Three numbers all claim to be the best current SWE-bench Pro score. As of early June: 80.3% for Claude Fable 5 on Anthropic's own scaffold, 59.1% for GPT-5.4 on Scale's standardized SEAL leaderboard, and 47.1% for Claude Opus 4.6 on Scale's private commercial set. All three are real. The spread comes from scaffolding and data splits, and most pages quoting a score never say which one they mean.
That variance is the actual story. Not whether model A beats model B, but whether the number you are reading reflects a controlled, reproducible setup or a vendor's best-case harness on a public dataset the model may have seen before.
The contamination problem is not hypothetical
In February 2026, OpenAI published an analysis explaining why SWE-bench Verified no longer measures frontier coding progress. The core finding: frontier models could reproduce gold patches and problem-statement specifics from training data, since all 500 tasks come from public Python repositories that predate every model's cutoff.
SWE-bench Pro was introduced partly to fix this. It splits tasks across three tiers: public repositories, held-out private repositories reserved to prevent overfitting, and commercial codebases sourced from real startups. The commercial tier is never released publicly; only evaluation results are shared. This makes memorization far less effective and improves confidence that scores reflect reasoning, not recall.
The practical tell: on the harder SWE-bench Pro, all models drop roughly 20 points compared to their Verified scores - showing how much of that "Verified" performance was benchmark-specific. A model with a 20-point gap between its Verified and Pro scores is not worse than you thought. It was always that good. The benchmark was just easier than it looked.
The score on the press release is usually the vendor's best harness on the easiest data split.
The judge problem compounds it
There is a second layer. When LLM judges grade outputs rather than deterministic test runners, an LLM judge is likely to favour outputs from its own model family. One team ran the same benchmark with three different judges and found that one model swung 47 percentage points on a single skill depending on who graded it.
So two things are stacked: contaminated inputs on one end, biased grading on the other. The number in the middle is doing a lot of quiet work to look clean.
The steelman for leaderboards
None of this means benchmarks are useless. Public leaderboards record how AI capabilities evolve over time , and that longitudinal signal is genuinely valuable - not for picking a model today, but for understanding whether the category is improving. The trajectory is clear: benchmarks are becoming harder, more realistic, and harder to game. SWE-bench Pro, DeepSWE, and SWE Atlas represent real methodological progress. If you ignore leaderboards entirely, you lose a rough but honest signal about the direction of the field.
The problem is not the benchmarks. It is using a single headline number as a purchasing decision.
What to read instead
Practical reading order for a model decision: commercial-set score first (closest to private-codebase reality), public SEAL score second (clean cross-model comparison), vendor numbers last.
A model that scores 80% on Verified but 50% on Pro is benchmark-overfit. A model that scores 85% on Verified and 60% on Pro is more trustworthy. The ratio matters more than either number in isolation.

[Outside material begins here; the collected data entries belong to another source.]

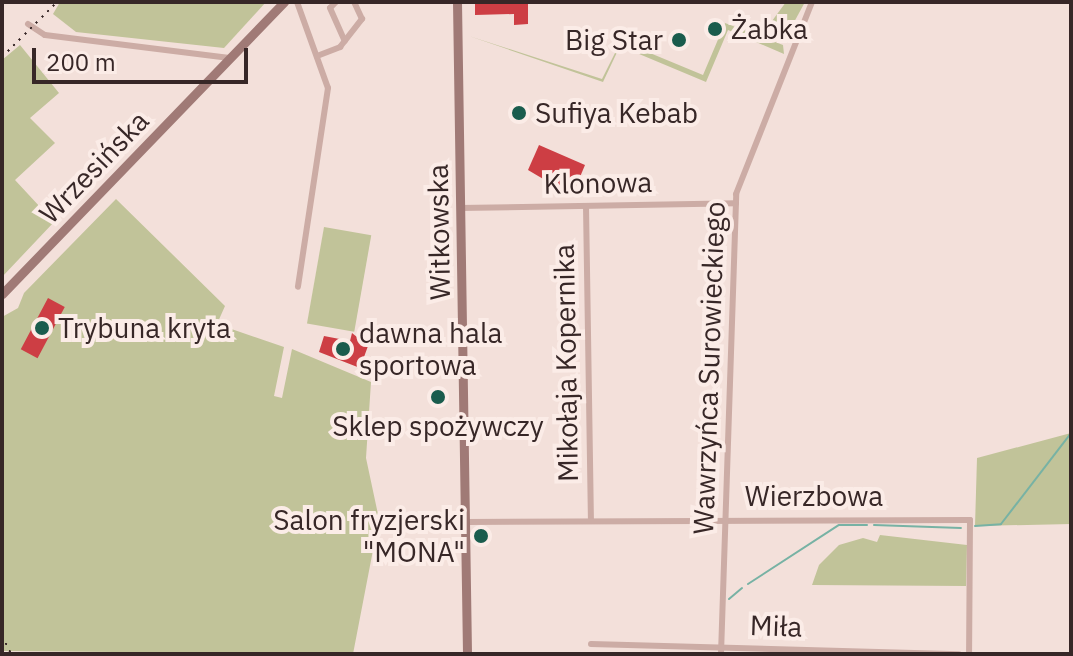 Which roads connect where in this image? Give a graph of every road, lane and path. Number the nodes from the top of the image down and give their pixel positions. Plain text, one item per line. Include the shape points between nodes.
1 (284, 2) edge
2 (297, 2) edge
3 (336, 2) edge
4 (354, 2) edge
5 (457, 2) edge
6 (812, 2) edge
7 (28, 24) dead end
8 (345, 41) junction
9 (317, 56) junction
10 (230, 58) junction
11 (736, 203) junction
12 (586, 206) junction
13 (460, 208) junction
14 (298, 287) dead end
15 (2, 294) edge
16 (726, 518) junction
17 (591, 520) junction
18 (466, 522) junction
19 (591, 644) dead end
20 (721, 650) edge
21 (467, 654) edge
22 (959, 654) edge
23 (969, 654) edge

1 - 10 street, Wrzesińska
2 - 9 street
3 - 8 street via 330,8
4 - 8 street via 362,19
5 - 13 street, Witkowska
6 - 11 street, Wawrzyńca Surowieckiego via 739,180
7 - 10 street via 45,35
8 - 9 street
9 - 14 street via 328,88
10 - 15 street, Wrzesińska
11 - 12 street, Klonowa
11 - 16 street, Wawrzyńca Surowieckiego
12 - 13 street, Klonowa
12 - 17 street, Mikołaja Kopernika
13 - 18 street, Witkowska
16 - 17 street, Wierzbowa
16 - 20 street, Wawrzyńca Surowieckiego
16 - 23 street, Wierzbowa via 970,520
17 - 18 street, Wierzbowa
18 - 21 street, Witkowska
19 - 20 street, Miła
20 - 22 street, Miła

A model ranked first on a leaderboard may be many times more expensive per token than the model at fourth place, and for most production workloads the price-performance frontier matters more than the raw capability ranking. Read benchmark results alongside a cost-per-token comparison and a reasoning-effort versus quality breakdown, since extended-thinking modes inflate scores while inflating cost and latency in lockstep.
There is also a harder question underneath all of this. METR published an analysis finding that many SWE-bench-passing pull requests would not survive human code review. Their time-horizon analysis showed that models perform well on short tasks but degrade sharply on longer ones - suggesting the benchmark overweights quick fixes and underweights the architectural reasoning that defines senior engineering work.
The coding benchmarks that teams cite most are still largely benchmarks of patch-writing, not of sustained multi-session reasoning across a real codebase. An agent that resolves 60% of isolated GitHub issues may still struggle to hold the shape of a system across a week of changes. A teammate like Beagle lives in that longer time horizon - not in individual issue resolution, but in the connective tissue between tasks - and no current public benchmark measures that well.
The honest thing to say is that the number the vendor put in the subject line of the announcement email tells you something, just not what most teams think it tells them. Check the split. Check who held the stopwatch. Then run it on something that actually looks like your code.